Decision Date | 04 May 1908 |
Parties | TATE v. WABASH R. CO. |
Court | Missouri Court of Appeals |
Appeal from Circuit Court, Macon County; Nat. M. Shelton, Judge.
Action by Ella Tate against the Wabash Railroad Company. Judgment for defendant, and plaintiff appeals. Affirmed.
John T. Barker, for appellant. Guthrie & Franklin, for respondent.
Plaintiff alleges in her petition that on September 6, 1904, she was injured while a passenger on one of defendant's trains by the derailment of the coach in which she was riding; that in October afterward she entered into a contract with defendant by the terms of which, in part consideration for and release and satisfaction of her claim for damages, defendant agreed to provide her and her family during her natural life with free transportation over its railroad system; that defendant did furnish such transportation until July, 1907, when it notified plaintiff of its intention not to comply with the agreement in the future; and that it thereafter refused the request of plaintiff for such free transportation. The amount of the damage sustained in consequence of the discontinuance of the service is placed at $4,000, for which sum judgment is prayed. The answer pleads a written contract of settlement duly executed by plaintiff, which by its terms provided for the full satisfaction of plaintiff's demand on the sole consideration of the payment of $5,800 in money. The reply is a general denial. At the trial defendant objected to the introduction of any evidence on the grounds (1) that the petition does not state a cause of action; and (2) because the pleadings show an absolute and conclusive adjustment and final settlement of the matter in dispute between the plaintiff and defendant, that the answer and release pleaded is a valid, binding, and complete release and satisfaction of the entire matter in dispute or involved in this suit, and that the release and answer is traversed by no competent reply. The objection was sustained. Plaintiff took a nonsuit, with leave to move to set the same aside, and in due course of procedure brought the case here by appeal.
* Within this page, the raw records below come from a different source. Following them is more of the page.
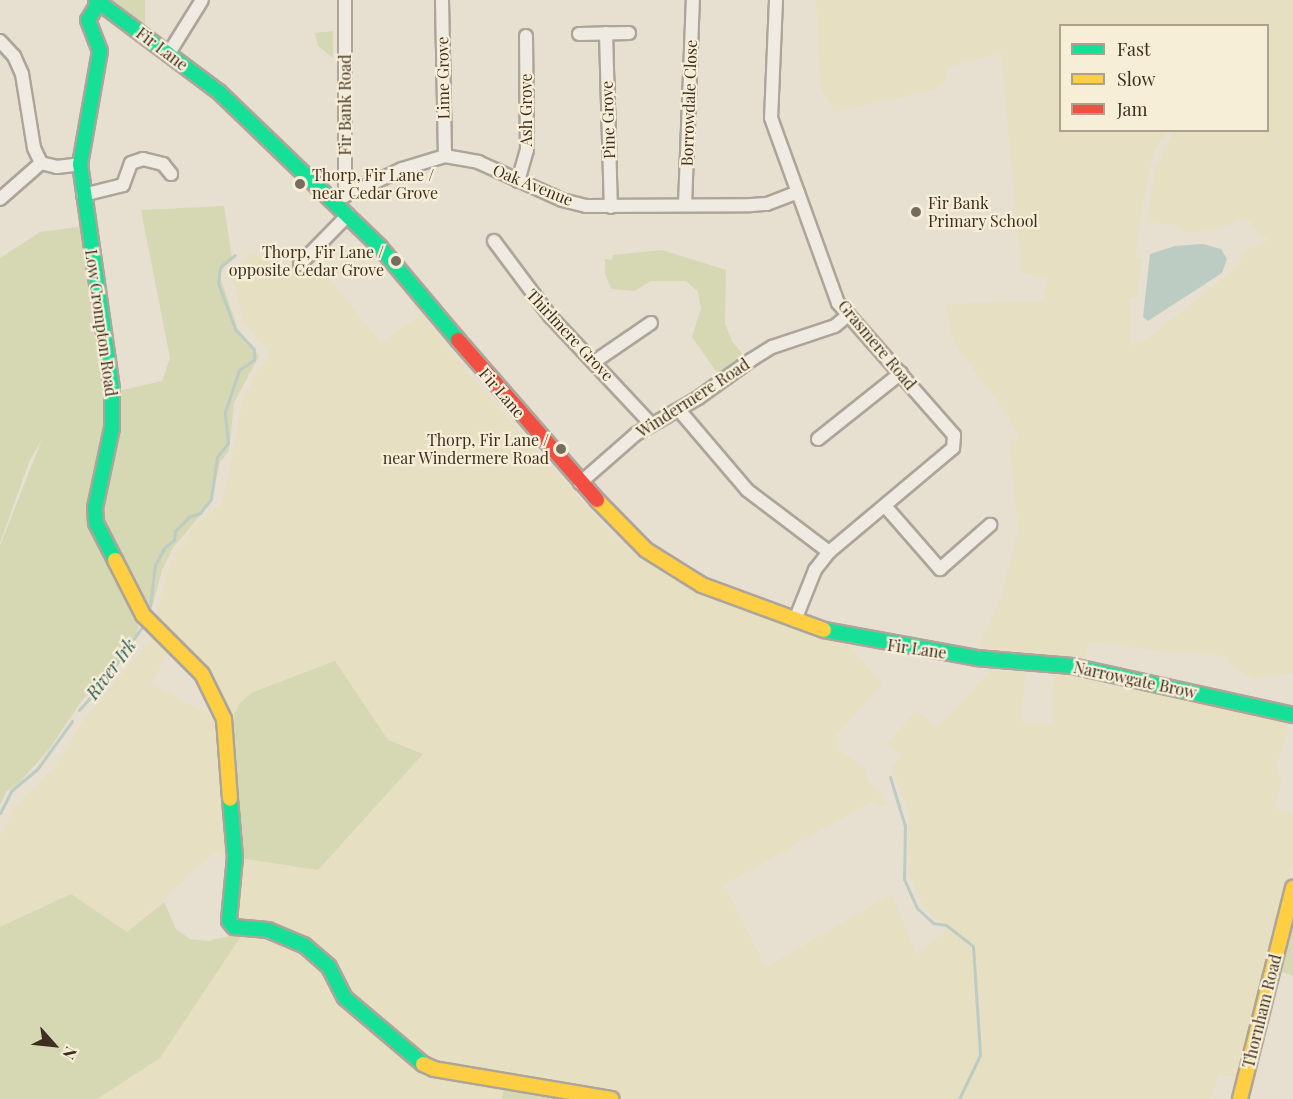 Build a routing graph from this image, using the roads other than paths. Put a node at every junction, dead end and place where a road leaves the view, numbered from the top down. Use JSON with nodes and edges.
{"nodes":[{"id":1,"x":202,"y":0,"type":"edge"},
{"id":2,"x":345,"y":0,"type":"edge"},
{"id":3,"x":442,"y":0,"type":"edge"},
{"id":4,"x":693,"y":0,"type":"edge"},
{"id":5,"x":776,"y":0,"type":"edge"},
{"id":6,"x":98,"y":1,"type":"edge"},
{"id":7,"x":606,"y":33,"type":"junction"},
{"id":8,"x":629,"y":33,"type":"dead end"},
{"id":9,"x":579,"y":34,"type":"dead end"},
{"id":10,"x":526,"y":36,"type":"dead end"},
{"id":11,"x":0,"y":41,"type":"edge"},
{"id":12,"x":169,"y":53,"type":"junction"},
{"id":13,"x":445,"y":156,"type":"junction"},
{"id":14,"x":41,"y":163,"type":"junction"},
{"id":15,"x":80,"y":164,"type":"junction"},
{"id":16,"x":171,"y":174,"type":"dead end"},
{"id":17,"x":518,"y":181,"type":"junction"},
{"id":18,"x":346,"y":190,"type":"junction"},
{"id":19,"x":798,"y":192,"type":"junction"},
{"id":20,"x":83,"y":195,"type":"junction"},
{"id":21,"x":0,"y":199,"type":"edge"},
{"id":22,"x":685,"y":205,"type":"junction"},
{"id":23,"x":611,"y":207,"type":"junction"},
{"id":24,"x":345,"y":212,"type":"junction"},
{"id":25,"x":494,"y":241,"type":"dead end"},
{"id":26,"x":300,"y":264,"type":"dead end"},
{"id":27,"x":849,"y":315,"type":"junction"},
{"id":28,"x":651,"y":323,"type":"dead end"},
{"id":29,"x":594,"y":362,"type":"junction"},
{"id":30,"x":901,"y":373,"type":"junction"},
{"id":31,"x":679,"y":410,"type":"junction"},
{"id":32,"x":651,"y":424,"type":"junction"},
{"id":33,"x":818,"y":439,"type":"dead end"},
{"id":34,"x":580,"y":483,"type":"junction"},
{"id":35,"x":885,"y":506,"type":"junction"},
{"id":36,"x":990,"y":525,"type":"dead end"},
{"id":37,"x":830,"y":552,"type":"junction"},
{"id":38,"x":795,"y":620,"type":"junction"},
{"id":39,"x":976,"y":658,"type":"joint"},
{"id":40,"x":1293,"y":715,"type":"edge"},
{"id":41,"x":1293,"y":888,"type":"edge"},
{"id":42,"x":611,"y":1099,"type":"edge"},
{"id":43,"x":1240,"y":1099,"type":"edge"}],
"edges":[{"from":1,"to":12,"type":"street"},
{"from":2,"to":18,"type":"street","name":"Fir Bank Road"},
{"from":3,"to":13,"type":"street","name":"Lime Grove"},
{"from":4,"to":22,"type":"street","name":"Borrowdale Close"},
{"from":5,"to":19,"type":"street","name":"Grasmere Road"},
{"from":6,"to":12,"type":"street","name":"Fir Lane"},
{"from":6,"to":15,"type":"street","name":"Low Crompton Road"},
{"from":7,"to":8,"type":"street"},
{"from":7,"to":9,"type":"street"},
{"from":7,"to":23,"type":"street","name":"Pine Grove"},
{"from":10,"to":17,"type":"street","name":"Ash Grove"},
{"from":11,"to":14,"type":"street"},
{"from":12,"to":24,"type":"street","name":"Fir Lane"},
{"from":13,"to":17,"type":"street","name":"Oak Avenue"},
{"from":13,"to":18,"type":"street","name":"Oak Avenue"},
{"from":14,"to":15,"type":"street"},
{"from":14,"to":21,"type":"street"},
{"from":15,"to":20,"type":"street","name":"Low Crompton Road"},
{"from":16,"to":20,"type":"street"},
{"from":17,"to":23,"type":"street","name":"Oak Avenue"},
{"from":18,"to":24,"type":"street","name":"Fir Bank Road"},
{"from":19,"to":22,"type":"street","name":"Oak Avenue"},
{"from":19,"to":27,"type":"street","name":"Grasmere Road"},
{"from":20,"to":42,"type":"street","name":"Low Crompton Road"},
{"from":22,"to":23,"type":"street","name":"Oak Avenue"},
{"from":24,"to":26,"type":"street"},
{"from":24,"to":34,"type":"street","name":"Fir Lane"},
{"from":25,"to":29,"type":"street","name":"Thirlmere Grove"},
{"from":27,"to":30,"type":"street","name":"Grasmere Road"},
{"from":27,"to":31,"type":"street","name":"Windermere Road"},
{"from":28,"to":29,"type":"street"},
{"from":29,"to":32,"type":"street","name":"Thirlmere Grove"},
{"from":30,"to":33,"type":"street"},
{"from":30,"to":35,"type":"street","name":"Grasmere Road"},
{"from":31,"to":32,"type":"street","name":"Windermere Road"},
{"from":31,"to":37,"type":"street"},
{"from":32,"to":34,"type":"street","name":"Windermere Road"},
{"from":34,"to":38,"type":"street","name":"Fir Lane"},
{"from":35,"to":36,"type":"street"},
{"from":35,"to":37,"type":"street","name":"Grasmere Road"},
{"from":37,"to":38,"type":"street","name":"Grasmere Road"},
{"from":38,"to":39,"type":"street","name":"Fir Lane"},
{"from":39,"to":40,"type":"street","name":"Narrowgate Brow"},
{"from":41,"to":43,"type":"street","name":"Thornham Road"}]} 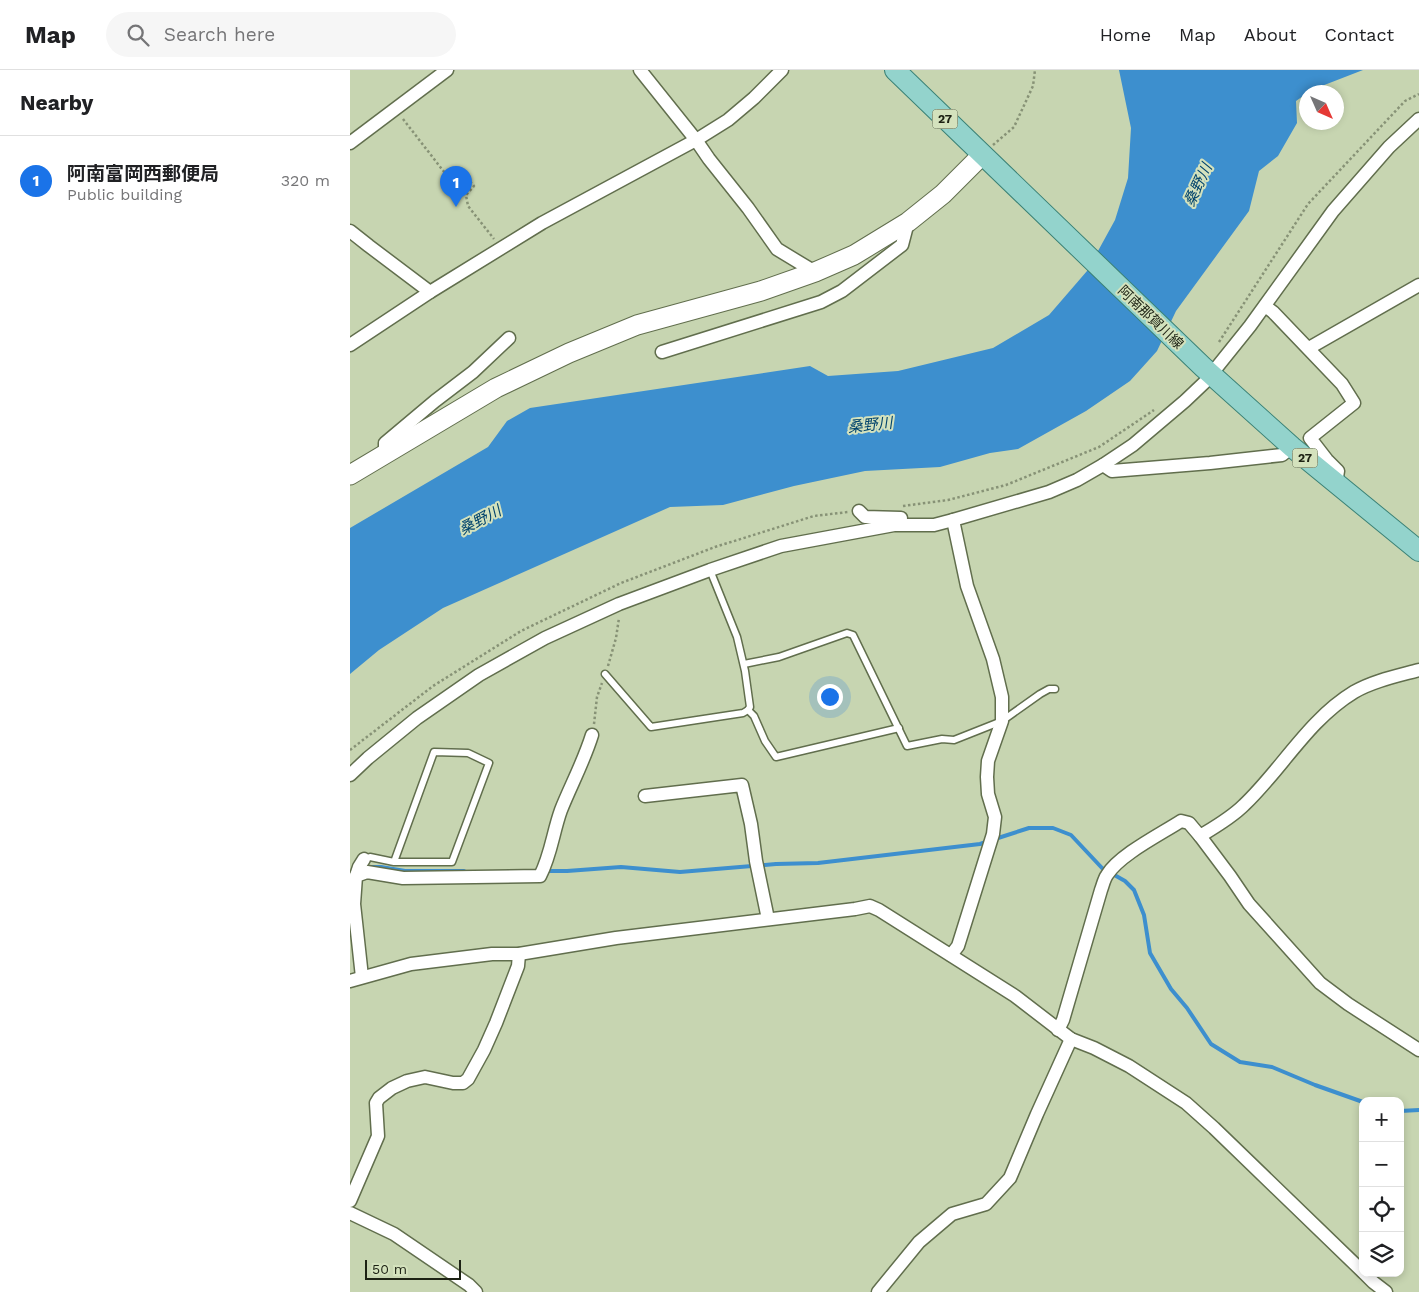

We think the effect of plaintiff's failure to deny under oath in her reply the execution of the written contract pleaded in the answer was to admit the execution of that instrument. The contract is attached to the answer as an exhibit, and, while it is true, as plaintiff contends, that an exhibit attached to a pleading is no part of the pleading, and until introduced in evidence should not be considered as being before the court, still we find that all of the contractual elements embodied in the instrument are sufficiently stated in the answer for us to refer as a matter of convenience to the instrument itself for a clear and concise statement of its terms. The contract is as follows: The object of the action is not to set aside the contract of settlement on account of duress, fraud, or mistake, but to enforce a parol agreement alleged to have been made contemporaneously with the agreement reduced to writing and signed by the plaintiff. It is the contention of plaintiff...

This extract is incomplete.